I turned, my hands on my hips. “PG, Dom. PG. My mom still thinks I’m a saint.”

“Not with the way you begged last night.”

Before I could fire off a comeback, he had me airborne. He swung me, then dropped me onto the rug he’d just laid down.

Then he tickled me. Full-on no-mercy tickling.

“Dom!”

I twisted and kicked and tried to breathe through the laughter, but he just grinned wider, pinning me with those unfair lawyer arms until I was a giggling heap.

When he finally let up, he pressed a kiss to my cheek and stood.

“Call your mom, angel,” he said, and smacked my ass on the way out.

I padded back toward the coffee table where I’d left my purse.

Mom and I did the usual check-in—how are you, how’s the weather, how’s the bakery.

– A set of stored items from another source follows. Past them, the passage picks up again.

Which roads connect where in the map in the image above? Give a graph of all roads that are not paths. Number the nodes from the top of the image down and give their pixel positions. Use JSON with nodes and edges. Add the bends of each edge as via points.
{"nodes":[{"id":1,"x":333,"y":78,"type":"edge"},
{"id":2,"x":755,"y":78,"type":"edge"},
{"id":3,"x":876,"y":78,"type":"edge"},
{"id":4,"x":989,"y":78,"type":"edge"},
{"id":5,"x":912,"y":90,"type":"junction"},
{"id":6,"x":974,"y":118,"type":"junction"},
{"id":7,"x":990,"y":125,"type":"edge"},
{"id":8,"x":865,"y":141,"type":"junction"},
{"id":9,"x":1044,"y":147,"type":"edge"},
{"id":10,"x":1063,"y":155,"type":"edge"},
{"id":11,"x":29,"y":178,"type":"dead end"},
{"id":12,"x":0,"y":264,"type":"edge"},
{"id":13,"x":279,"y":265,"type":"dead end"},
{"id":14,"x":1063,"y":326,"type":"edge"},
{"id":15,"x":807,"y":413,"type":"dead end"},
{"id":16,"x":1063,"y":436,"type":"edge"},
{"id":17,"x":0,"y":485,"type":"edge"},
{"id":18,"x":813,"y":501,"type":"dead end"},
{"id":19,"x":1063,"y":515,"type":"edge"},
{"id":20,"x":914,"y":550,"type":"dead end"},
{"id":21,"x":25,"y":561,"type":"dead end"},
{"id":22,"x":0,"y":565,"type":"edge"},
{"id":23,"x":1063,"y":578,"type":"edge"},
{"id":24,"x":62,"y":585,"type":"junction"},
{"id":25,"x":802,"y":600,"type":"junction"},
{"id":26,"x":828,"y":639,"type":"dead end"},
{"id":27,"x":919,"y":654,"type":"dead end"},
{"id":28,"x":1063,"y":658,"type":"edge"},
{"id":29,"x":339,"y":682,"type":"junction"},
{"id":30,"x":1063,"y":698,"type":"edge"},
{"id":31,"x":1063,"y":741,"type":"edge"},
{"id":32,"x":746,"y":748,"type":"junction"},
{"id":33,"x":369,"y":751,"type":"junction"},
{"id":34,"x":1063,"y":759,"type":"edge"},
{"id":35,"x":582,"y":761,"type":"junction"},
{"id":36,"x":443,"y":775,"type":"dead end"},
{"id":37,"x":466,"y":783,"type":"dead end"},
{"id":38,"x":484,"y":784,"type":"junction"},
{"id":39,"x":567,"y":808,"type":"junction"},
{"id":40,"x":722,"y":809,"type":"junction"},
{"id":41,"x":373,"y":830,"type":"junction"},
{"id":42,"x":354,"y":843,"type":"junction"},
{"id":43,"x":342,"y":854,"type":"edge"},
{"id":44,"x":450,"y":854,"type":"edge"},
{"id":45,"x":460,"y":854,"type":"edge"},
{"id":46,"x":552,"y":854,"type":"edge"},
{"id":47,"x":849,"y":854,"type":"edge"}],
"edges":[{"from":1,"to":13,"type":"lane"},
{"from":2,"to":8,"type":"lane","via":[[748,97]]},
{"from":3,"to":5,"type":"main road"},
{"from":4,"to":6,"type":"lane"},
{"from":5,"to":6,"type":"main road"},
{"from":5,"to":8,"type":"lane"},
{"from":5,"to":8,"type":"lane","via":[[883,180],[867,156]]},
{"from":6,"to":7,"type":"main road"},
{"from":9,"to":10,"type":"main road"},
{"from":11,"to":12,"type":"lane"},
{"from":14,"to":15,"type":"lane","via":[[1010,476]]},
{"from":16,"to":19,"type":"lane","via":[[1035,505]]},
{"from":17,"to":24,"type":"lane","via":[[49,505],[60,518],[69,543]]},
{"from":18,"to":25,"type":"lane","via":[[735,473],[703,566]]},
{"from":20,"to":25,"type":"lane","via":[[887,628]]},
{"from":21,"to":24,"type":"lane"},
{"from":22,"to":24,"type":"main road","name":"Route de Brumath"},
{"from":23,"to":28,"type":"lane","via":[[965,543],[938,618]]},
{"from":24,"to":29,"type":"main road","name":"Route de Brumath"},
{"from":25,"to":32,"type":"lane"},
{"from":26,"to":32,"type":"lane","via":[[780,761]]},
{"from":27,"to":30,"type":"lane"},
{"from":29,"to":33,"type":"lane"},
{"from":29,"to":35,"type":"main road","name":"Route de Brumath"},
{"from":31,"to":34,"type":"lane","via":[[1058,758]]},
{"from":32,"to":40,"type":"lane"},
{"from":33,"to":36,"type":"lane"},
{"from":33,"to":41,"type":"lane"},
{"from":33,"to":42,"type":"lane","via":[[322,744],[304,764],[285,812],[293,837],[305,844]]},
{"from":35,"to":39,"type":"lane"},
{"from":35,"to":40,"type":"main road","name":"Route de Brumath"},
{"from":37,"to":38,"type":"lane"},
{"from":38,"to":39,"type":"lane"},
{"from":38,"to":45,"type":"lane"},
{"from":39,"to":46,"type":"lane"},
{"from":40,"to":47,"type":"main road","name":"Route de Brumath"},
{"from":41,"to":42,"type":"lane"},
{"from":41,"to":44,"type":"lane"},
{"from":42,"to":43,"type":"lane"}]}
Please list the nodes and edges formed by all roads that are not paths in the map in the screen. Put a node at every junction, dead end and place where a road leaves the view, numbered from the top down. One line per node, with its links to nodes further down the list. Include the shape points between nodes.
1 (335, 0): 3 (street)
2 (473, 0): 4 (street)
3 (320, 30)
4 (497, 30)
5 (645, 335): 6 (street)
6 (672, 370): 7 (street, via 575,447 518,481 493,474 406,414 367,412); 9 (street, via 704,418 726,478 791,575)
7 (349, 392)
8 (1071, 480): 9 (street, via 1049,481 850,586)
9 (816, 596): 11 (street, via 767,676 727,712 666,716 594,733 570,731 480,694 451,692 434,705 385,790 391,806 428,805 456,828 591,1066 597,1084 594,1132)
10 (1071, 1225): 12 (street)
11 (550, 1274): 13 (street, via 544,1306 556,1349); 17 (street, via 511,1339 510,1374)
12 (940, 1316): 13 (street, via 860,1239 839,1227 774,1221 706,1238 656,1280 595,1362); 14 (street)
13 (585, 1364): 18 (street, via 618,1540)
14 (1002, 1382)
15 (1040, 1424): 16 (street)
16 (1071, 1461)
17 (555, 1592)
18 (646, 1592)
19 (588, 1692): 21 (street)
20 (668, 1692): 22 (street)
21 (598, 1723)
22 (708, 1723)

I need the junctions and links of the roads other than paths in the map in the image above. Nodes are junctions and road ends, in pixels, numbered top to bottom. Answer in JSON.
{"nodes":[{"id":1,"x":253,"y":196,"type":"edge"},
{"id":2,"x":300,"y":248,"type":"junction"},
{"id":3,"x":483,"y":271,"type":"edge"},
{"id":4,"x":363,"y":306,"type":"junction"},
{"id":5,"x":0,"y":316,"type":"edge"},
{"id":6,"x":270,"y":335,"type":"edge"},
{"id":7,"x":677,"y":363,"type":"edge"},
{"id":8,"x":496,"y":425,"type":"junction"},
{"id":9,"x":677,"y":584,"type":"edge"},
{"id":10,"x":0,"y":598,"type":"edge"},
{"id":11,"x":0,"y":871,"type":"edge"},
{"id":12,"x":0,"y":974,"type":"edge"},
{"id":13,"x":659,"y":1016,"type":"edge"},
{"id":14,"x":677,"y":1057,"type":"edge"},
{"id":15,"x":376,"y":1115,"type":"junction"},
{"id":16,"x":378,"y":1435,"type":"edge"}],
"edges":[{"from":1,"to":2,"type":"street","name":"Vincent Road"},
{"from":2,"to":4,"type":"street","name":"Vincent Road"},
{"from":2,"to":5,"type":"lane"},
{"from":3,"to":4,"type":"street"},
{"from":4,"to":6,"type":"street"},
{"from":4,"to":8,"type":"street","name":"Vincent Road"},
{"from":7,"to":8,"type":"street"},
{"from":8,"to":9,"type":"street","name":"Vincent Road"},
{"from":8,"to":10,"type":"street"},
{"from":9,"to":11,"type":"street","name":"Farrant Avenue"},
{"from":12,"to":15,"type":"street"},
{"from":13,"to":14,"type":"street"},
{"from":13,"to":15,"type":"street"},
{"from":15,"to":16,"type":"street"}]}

Then I asked about Lulu.

“The little panda dog is okay,” she said. “She’s missing you. She keeps staring at the front door.”

“Oh, Lulu.” I pressed my hand to my chest.

“Hang on. Here she is.”

I heard Mom in the background, coaxing Lulu closer.

“Hey, Lu? How are ya?”

She barked, and I could just picture her ears perked, her tail going wild.

Then Mom came back on the line. “Oh, and that man…Buck. Where did he even come from? He looked like he came straight out of NCIS or something.”

“Mom, you’ve got to stop watching so much TV.”

But she wasn’t totally off. Dom had flown Buck in from L.A. He said Buck was the kind of guy you called when the stakes were life and death. Reliable didn’t begin to cover it.

The man might as well have been ex-NCIS. Dom had mentioned the military once. Maybe Mom’s TV instincts weren’t so far off after all.

“He’s a good man, your Dom. You hold on to that.”

I huffed a laugh. “Mom?—”

“No, listen. Men like that? They don’t just fall out of the sky. He’s smart, and he’s got your back. I bet women trip over themselves just hearing him say their name. Tell me I’m wrong.”

I glanced over at Dom in the kitchen, pulling gadgets out of cupboards. Suddenly, my assessment about him surviving on takeout felt wildly inaccurate.

“And,” she added, her tone loaded, “what was that little line about burning the world for you?”

I rolled my eyes. “Just a passcode. So you’d know the NCIS guy wasn’t there to kidnap you.”

“I beg to differ, honey. You know what they say about a man willing to torch the earth for a woman.”

“Mom,” I groaned. “One step at a time, okay?”

“You’re sacrificing a lot, love. The swimming, college… Just make sure it’s worth it.”